Start of Data excerpts
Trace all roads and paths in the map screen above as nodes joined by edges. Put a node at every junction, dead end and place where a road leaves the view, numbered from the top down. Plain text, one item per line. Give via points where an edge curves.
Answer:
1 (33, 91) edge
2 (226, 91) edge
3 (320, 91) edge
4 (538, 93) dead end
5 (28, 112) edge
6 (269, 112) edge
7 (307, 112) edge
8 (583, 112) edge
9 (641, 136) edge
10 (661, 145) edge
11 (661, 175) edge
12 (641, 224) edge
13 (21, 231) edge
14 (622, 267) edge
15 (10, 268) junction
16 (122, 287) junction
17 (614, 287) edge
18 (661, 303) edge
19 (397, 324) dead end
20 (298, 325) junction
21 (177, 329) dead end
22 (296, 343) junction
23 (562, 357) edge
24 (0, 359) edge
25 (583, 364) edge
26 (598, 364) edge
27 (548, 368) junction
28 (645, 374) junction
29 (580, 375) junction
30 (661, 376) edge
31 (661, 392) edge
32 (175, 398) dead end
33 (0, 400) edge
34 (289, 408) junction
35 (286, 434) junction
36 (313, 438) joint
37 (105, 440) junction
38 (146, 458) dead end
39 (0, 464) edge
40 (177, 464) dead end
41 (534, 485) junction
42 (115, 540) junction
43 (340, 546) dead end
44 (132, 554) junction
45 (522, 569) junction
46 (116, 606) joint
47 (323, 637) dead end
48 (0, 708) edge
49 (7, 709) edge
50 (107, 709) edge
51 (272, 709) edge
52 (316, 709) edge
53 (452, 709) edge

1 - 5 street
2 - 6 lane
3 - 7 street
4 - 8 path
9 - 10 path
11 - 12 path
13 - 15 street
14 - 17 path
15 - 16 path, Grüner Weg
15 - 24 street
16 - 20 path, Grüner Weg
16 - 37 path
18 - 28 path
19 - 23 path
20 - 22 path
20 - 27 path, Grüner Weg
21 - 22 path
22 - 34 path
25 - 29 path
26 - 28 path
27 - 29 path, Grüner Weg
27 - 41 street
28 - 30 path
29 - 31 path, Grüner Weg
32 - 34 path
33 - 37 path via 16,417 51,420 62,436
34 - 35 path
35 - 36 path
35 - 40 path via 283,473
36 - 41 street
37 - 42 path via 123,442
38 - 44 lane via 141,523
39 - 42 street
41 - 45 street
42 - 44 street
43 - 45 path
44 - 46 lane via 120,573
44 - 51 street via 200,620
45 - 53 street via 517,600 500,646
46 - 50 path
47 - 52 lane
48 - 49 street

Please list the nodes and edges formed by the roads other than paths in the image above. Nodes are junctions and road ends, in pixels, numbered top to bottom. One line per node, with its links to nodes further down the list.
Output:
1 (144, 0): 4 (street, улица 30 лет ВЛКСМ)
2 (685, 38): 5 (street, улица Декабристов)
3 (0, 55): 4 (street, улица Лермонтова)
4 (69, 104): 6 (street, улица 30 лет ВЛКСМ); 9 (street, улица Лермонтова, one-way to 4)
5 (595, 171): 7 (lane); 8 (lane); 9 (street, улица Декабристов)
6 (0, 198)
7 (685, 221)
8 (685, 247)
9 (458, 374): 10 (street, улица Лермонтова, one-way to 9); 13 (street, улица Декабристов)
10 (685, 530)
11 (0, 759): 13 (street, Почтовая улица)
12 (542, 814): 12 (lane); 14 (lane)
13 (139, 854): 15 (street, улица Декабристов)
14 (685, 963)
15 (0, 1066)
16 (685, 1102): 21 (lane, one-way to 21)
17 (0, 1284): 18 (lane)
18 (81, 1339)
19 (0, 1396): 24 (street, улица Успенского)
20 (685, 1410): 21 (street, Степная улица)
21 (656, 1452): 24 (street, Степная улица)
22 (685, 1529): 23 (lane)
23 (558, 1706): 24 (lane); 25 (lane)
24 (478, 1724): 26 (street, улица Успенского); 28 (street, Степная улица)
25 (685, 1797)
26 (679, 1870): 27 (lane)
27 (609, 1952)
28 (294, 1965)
End of Data excerpts
(Task to carry out):
Write the entries out again, exactly and completely.

(Response to this task):
Trace all roads and paths in the map screen above as nodes joined by edges. Put a node at every junction, dead end and place where a road leaves the view, numbered from the top down. Plain text, one item per line. Give via points where an edge curves.
Answer:
1 (33, 91) edge
2 (226, 91) edge
3 (320, 91) edge
4 (538, 93) dead end
5 (28, 112) edge
6 (269, 112) edge
7 (307, 112) edge
8 (583, 112) edge
9 (641, 136) edge
10 (661, 145) edge
11 (661, 175) edge
12 (641, 224) edge
13 (21, 231) edge
14 (622, 267) edge
15 (10, 268) junction
16 (122, 287) junction
17 (614, 287) edge
18 (661, 303) edge
19 (397, 324) dead end
20 (298, 325) junction
21 (177, 329) dead end
22 (296, 343) junction
23 (562, 357) edge
24 (0, 359) edge
25 (583, 364) edge
26 (598, 364) edge
27 (548, 368) junction
28 (645, 374) junction
29 (580, 375) junction
30 (661, 376) edge
31 (661, 392) edge
32 (175, 398) dead end
33 (0, 400) edge
34 (289, 408) junction
35 (286, 434) junction
36 (313, 438) joint
37 (105, 440) junction
38 (146, 458) dead end
39 (0, 464) edge
40 (177, 464) dead end
41 (534, 485) junction
42 (115, 540) junction
43 (340, 546) dead end
44 (132, 554) junction
45 (522, 569) junction
46 (116, 606) joint
47 (323, 637) dead end
48 (0, 708) edge
49 (7, 709) edge
50 (107, 709) edge
51 (272, 709) edge
52 (316, 709) edge
53 (452, 709) edge

1 - 5 street
2 - 6 lane
3 - 7 street
4 - 8 path
9 - 10 path
11 - 12 path
13 - 15 street
14 - 17 path
15 - 16 path, Grüner Weg
15 - 24 street
16 - 20 path, Grüner Weg
16 - 37 path
18 - 28 path
19 - 23 path
20 - 22 path
20 - 27 path, Grüner Weg
21 - 22 path
22 - 34 path
25 - 29 path
26 - 28 path
27 - 29 path, Grüner Weg
27 - 41 street
28 - 30 path
29 - 31 path, Grüner Weg
32 - 34 path
33 - 37 path via 16,417 51,420 62,436
34 - 35 path
35 - 36 path
35 - 40 path via 283,473
36 - 41 street
37 - 42 path via 123,442
38 - 44 lane via 141,523
39 - 42 street
41 - 45 street
42 - 44 street
43 - 45 path
44 - 46 lane via 120,573
44 - 51 street via 200,620
45 - 53 street via 517,600 500,646
46 - 50 path
47 - 52 lane
48 - 49 street

Please list the nodes and edges formed by the roads other than paths in the image above. Nodes are junctions and road ends, in pixels, numbered top to bottom. One line per node, with its links to nodes further down the list.
Output:
1 (144, 0): 4 (street, улица 30 лет ВЛКСМ)
2 (685, 38): 5 (street, улица Декабристов)
3 (0, 55): 4 (street, улица Лермонтова)
4 (69, 104): 6 (street, улица 30 лет ВЛКСМ); 9 (street, улица Лермонтова, one-way to 4)
5 (595, 171): 7 (lane); 8 (lane); 9 (street, улица Декабристов)
6 (0, 198)
7 (685, 221)
8 (685, 247)
9 (458, 374): 10 (street, улица Лермонтова, one-way to 9); 13 (street, улица Декабристов)
10 (685, 530)
11 (0, 759): 13 (street, Почтовая улица)
12 (542, 814): 12 (lane); 14 (lane)
13 (139, 854): 15 (street, улица Декабристов)
14 (685, 963)
15 (0, 1066)
16 (685, 1102): 21 (lane, one-way to 21)
17 (0, 1284): 18 (lane)
18 (81, 1339)
19 (0, 1396): 24 (street, улица Успенского)
20 (685, 1410): 21 (street, Степная улица)
21 (656, 1452): 24 (street, Степная улица)
22 (685, 1529): 23 (lane)
23 (558, 1706): 24 (lane); 25 (lane)
24 (478, 1724): 26 (street, улица Успенского); 28 (street, Степная улица)
25 (685, 1797)
26 (679, 1870): 27 (lane)
27 (609, 1952)
28 (294, 1965)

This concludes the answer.